## PROBLEM
Could you return each line of the material that has "roads" in it?

## PROVIDED DATA
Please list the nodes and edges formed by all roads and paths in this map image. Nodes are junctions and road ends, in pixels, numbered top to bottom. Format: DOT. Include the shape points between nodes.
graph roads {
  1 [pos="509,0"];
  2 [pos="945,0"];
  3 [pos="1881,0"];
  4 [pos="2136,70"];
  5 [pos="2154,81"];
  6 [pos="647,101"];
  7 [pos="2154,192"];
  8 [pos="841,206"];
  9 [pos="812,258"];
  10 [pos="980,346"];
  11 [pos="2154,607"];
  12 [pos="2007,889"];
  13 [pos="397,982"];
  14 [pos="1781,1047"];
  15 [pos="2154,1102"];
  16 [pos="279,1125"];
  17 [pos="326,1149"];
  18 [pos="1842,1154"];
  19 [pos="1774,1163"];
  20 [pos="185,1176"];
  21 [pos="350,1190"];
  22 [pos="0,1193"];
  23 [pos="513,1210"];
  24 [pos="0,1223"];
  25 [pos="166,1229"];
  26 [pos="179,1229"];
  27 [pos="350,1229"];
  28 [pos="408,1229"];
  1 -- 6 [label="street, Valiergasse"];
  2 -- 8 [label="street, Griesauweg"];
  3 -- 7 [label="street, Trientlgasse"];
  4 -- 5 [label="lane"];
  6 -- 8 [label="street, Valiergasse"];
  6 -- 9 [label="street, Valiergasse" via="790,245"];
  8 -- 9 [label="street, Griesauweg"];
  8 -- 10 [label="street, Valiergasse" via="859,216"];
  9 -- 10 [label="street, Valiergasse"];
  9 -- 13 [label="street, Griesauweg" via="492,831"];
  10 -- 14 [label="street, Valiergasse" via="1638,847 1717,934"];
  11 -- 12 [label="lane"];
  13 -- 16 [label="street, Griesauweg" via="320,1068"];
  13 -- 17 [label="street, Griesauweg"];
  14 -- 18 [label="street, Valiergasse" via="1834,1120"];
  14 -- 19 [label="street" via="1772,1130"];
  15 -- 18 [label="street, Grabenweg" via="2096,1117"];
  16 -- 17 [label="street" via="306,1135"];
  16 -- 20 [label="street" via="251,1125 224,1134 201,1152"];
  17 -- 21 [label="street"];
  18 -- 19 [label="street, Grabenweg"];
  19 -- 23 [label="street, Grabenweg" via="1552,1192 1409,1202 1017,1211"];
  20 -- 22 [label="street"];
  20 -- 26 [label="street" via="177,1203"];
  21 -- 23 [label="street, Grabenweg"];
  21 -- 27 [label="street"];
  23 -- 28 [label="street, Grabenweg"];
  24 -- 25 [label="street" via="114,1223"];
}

## EXPECTED ANSWER
Please list the nodes and edges formed by all roads and paths in this map image. Nodes are junctions and road ends, in pixels, numbered top to bottom. Format: DOT. Include the shape points between nodes.
graph roads {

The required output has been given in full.